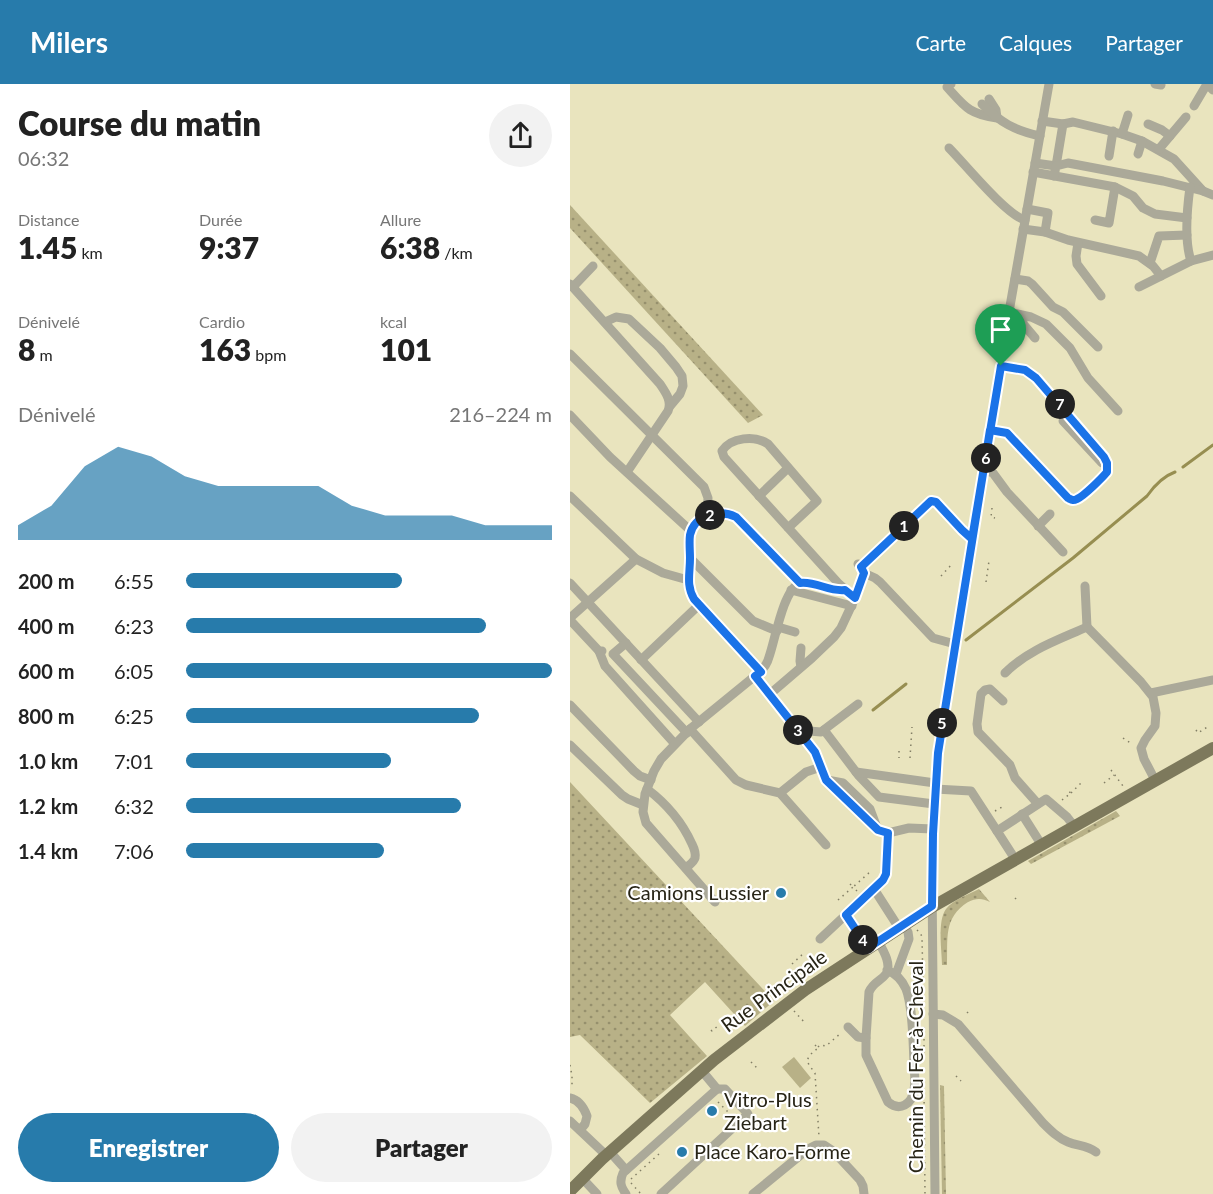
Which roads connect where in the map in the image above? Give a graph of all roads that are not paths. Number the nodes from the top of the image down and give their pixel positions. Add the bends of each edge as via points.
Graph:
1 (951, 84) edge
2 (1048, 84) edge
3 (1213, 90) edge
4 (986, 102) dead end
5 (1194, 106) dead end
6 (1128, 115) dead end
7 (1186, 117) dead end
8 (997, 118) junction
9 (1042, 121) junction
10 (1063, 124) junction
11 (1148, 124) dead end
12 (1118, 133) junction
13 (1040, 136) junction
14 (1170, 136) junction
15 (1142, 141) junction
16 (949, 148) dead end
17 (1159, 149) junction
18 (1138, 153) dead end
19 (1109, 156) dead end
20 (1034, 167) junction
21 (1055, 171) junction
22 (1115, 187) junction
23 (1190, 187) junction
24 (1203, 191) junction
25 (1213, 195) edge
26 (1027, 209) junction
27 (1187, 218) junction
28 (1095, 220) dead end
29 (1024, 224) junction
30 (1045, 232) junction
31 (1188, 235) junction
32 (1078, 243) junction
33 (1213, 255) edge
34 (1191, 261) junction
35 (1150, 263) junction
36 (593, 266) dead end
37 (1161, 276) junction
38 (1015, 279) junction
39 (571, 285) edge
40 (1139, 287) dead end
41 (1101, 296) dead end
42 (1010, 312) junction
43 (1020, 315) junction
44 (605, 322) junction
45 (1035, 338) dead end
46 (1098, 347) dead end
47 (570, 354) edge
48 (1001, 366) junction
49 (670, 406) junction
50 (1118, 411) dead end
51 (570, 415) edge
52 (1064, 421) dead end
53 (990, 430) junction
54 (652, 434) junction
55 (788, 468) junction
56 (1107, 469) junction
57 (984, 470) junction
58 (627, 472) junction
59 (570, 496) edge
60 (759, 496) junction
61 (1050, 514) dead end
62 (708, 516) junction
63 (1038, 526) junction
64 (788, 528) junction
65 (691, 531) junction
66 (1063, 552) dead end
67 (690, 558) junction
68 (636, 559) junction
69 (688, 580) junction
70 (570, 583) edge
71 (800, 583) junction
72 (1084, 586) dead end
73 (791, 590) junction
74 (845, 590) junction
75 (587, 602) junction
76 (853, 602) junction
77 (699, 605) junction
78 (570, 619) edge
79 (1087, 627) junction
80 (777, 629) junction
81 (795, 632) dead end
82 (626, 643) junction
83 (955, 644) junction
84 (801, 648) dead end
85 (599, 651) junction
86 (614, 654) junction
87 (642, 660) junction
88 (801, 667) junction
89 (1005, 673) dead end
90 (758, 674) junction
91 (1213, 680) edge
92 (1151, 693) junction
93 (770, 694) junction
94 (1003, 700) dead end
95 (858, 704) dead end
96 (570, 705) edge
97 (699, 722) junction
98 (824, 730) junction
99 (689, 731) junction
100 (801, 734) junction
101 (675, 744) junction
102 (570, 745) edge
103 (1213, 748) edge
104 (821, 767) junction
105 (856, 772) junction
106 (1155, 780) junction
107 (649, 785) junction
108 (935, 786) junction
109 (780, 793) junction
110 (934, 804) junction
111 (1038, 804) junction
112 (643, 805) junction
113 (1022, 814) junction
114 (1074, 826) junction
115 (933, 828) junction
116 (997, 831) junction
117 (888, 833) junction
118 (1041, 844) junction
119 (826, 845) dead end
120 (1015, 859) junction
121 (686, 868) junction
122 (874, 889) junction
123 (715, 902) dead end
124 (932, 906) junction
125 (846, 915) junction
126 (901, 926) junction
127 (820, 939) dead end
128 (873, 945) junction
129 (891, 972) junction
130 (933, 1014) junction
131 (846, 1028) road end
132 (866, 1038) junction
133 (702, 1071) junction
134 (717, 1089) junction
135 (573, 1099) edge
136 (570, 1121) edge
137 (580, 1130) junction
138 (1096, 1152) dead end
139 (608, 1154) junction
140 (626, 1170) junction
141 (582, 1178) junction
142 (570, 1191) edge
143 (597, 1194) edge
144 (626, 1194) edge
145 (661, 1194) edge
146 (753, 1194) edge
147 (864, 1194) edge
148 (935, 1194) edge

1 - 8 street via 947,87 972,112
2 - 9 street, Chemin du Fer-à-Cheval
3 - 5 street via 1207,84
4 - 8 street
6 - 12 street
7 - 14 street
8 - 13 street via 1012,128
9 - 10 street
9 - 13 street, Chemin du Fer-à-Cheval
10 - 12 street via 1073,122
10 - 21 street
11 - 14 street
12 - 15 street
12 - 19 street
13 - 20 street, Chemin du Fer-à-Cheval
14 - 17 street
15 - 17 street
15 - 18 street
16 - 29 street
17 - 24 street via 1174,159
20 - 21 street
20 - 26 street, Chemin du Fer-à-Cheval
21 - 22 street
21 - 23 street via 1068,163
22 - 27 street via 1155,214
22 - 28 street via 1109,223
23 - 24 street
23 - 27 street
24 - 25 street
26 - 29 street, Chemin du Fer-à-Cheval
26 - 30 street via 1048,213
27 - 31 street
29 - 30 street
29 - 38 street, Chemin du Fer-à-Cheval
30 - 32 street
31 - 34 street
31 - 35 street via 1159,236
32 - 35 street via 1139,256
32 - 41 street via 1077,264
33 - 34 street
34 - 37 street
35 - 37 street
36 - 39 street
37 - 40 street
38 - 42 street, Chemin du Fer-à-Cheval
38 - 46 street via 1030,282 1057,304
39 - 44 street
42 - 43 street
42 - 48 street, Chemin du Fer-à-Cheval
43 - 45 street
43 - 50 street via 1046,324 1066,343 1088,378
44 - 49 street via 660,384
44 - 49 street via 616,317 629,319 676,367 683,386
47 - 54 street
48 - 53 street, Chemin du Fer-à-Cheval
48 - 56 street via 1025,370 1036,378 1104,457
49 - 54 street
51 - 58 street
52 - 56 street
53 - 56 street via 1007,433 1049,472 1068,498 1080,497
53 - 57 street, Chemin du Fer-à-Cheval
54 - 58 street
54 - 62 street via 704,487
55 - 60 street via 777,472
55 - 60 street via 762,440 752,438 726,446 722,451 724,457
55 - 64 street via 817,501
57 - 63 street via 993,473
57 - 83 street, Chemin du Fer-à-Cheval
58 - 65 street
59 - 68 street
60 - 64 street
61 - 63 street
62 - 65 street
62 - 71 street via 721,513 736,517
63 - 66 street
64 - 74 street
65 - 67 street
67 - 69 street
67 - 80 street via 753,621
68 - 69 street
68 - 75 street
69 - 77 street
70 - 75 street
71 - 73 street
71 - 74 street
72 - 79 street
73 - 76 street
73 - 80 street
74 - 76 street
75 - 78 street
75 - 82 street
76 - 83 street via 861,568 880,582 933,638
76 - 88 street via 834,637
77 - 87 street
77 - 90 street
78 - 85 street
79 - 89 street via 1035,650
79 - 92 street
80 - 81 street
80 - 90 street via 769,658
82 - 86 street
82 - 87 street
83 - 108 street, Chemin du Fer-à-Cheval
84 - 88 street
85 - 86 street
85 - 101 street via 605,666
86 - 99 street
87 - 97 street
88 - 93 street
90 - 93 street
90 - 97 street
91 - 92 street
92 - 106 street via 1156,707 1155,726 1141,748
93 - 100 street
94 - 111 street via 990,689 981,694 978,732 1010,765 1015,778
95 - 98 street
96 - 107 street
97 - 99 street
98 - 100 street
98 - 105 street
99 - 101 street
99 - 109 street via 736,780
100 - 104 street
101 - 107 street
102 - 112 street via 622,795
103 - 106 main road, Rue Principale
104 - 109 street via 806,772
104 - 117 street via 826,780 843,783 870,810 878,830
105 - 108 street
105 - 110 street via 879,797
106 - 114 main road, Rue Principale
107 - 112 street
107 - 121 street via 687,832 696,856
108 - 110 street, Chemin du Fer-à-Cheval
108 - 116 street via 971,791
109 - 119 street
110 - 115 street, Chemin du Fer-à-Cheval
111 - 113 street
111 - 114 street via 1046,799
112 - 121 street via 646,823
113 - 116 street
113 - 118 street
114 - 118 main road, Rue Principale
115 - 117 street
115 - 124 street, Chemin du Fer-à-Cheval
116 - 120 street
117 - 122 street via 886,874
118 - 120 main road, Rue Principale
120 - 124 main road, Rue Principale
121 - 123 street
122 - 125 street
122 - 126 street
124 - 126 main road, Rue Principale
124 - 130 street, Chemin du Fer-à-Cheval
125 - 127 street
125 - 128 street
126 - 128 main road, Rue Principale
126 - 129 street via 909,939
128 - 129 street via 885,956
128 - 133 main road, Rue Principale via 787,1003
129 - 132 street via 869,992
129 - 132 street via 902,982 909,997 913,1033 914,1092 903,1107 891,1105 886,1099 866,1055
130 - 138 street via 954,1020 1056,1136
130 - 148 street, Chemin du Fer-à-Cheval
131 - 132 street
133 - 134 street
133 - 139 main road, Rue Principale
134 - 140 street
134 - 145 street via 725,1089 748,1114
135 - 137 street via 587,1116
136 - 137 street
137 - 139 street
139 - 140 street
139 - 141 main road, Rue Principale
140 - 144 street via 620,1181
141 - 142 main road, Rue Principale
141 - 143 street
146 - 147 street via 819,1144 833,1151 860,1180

*WORK ORDER*
Indicate how many lines of the material include the word "Principale"; the number alone is required.

*RESPONSE TO THE TASK*
11